Dataset records:
====================

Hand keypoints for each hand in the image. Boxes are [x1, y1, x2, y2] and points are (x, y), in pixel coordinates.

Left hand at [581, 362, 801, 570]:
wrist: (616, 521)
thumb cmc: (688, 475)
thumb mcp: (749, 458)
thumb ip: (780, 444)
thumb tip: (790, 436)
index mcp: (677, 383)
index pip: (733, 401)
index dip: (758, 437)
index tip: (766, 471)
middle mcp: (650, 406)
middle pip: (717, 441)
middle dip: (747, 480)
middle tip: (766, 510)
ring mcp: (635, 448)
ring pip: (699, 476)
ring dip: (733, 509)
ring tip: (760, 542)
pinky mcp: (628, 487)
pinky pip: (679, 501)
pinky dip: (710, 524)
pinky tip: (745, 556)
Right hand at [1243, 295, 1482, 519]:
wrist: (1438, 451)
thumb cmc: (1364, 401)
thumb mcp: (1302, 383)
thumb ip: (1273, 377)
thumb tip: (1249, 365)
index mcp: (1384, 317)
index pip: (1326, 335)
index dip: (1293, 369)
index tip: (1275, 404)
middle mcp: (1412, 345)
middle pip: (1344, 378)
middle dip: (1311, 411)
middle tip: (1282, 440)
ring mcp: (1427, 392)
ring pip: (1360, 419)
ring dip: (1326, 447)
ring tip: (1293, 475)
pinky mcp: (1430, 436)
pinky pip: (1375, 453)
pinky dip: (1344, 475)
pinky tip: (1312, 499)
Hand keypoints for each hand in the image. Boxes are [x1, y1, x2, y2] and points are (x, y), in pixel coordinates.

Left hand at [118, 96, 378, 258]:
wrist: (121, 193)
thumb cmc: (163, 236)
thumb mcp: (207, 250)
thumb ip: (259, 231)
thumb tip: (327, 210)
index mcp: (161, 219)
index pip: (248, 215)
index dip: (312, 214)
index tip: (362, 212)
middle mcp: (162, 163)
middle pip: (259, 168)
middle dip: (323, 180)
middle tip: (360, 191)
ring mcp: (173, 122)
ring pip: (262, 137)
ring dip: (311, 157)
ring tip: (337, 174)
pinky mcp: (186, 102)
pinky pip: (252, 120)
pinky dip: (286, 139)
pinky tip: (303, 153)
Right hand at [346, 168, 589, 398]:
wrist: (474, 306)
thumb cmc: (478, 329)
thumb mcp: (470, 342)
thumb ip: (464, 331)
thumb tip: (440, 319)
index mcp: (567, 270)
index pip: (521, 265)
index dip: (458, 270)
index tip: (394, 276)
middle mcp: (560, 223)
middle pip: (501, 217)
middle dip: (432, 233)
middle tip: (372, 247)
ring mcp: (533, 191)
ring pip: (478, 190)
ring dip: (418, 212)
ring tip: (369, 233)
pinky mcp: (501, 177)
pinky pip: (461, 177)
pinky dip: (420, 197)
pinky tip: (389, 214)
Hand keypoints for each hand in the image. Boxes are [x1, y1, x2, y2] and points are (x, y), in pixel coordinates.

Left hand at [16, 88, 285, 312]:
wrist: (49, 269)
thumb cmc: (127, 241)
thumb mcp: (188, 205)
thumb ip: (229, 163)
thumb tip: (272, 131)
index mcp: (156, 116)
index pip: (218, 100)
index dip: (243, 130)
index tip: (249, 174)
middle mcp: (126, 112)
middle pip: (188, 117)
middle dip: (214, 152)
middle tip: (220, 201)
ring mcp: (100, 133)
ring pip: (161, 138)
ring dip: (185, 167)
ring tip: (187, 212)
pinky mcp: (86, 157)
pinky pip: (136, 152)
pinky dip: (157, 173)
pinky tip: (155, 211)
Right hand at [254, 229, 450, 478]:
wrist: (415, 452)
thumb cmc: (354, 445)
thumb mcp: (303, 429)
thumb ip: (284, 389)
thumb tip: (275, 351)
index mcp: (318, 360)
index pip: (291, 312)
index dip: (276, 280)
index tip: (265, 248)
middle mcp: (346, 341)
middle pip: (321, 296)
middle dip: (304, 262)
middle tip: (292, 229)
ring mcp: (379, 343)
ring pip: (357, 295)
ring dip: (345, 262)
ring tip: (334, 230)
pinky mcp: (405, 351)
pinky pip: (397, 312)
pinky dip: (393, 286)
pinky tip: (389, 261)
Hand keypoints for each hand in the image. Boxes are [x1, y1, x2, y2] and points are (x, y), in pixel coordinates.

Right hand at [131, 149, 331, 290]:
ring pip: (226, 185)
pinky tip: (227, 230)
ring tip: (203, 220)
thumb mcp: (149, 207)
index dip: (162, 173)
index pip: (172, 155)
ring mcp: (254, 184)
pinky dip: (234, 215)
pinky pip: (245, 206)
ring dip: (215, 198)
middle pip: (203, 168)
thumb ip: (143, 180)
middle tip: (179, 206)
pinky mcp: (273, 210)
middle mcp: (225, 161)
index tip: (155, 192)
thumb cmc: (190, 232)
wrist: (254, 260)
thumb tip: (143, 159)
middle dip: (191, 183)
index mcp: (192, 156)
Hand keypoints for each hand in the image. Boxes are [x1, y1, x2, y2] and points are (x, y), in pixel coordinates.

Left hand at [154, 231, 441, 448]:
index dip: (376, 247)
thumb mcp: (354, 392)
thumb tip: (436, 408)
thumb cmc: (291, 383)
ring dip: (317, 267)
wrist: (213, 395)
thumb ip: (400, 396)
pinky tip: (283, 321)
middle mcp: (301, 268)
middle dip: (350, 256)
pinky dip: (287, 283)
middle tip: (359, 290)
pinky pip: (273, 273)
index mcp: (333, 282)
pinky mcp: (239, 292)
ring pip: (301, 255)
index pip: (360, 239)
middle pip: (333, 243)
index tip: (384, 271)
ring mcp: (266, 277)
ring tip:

====================

Scan the records for lines that hold "Right", and reproduce each one you find.

YOUR RESPONSE –
Right hand at [1243, 295, 1482, 519]:
Right hand at [346, 168, 589, 398]:
Right hand at [254, 229, 450, 478]:
Right hand at [131, 149, 331, 290]:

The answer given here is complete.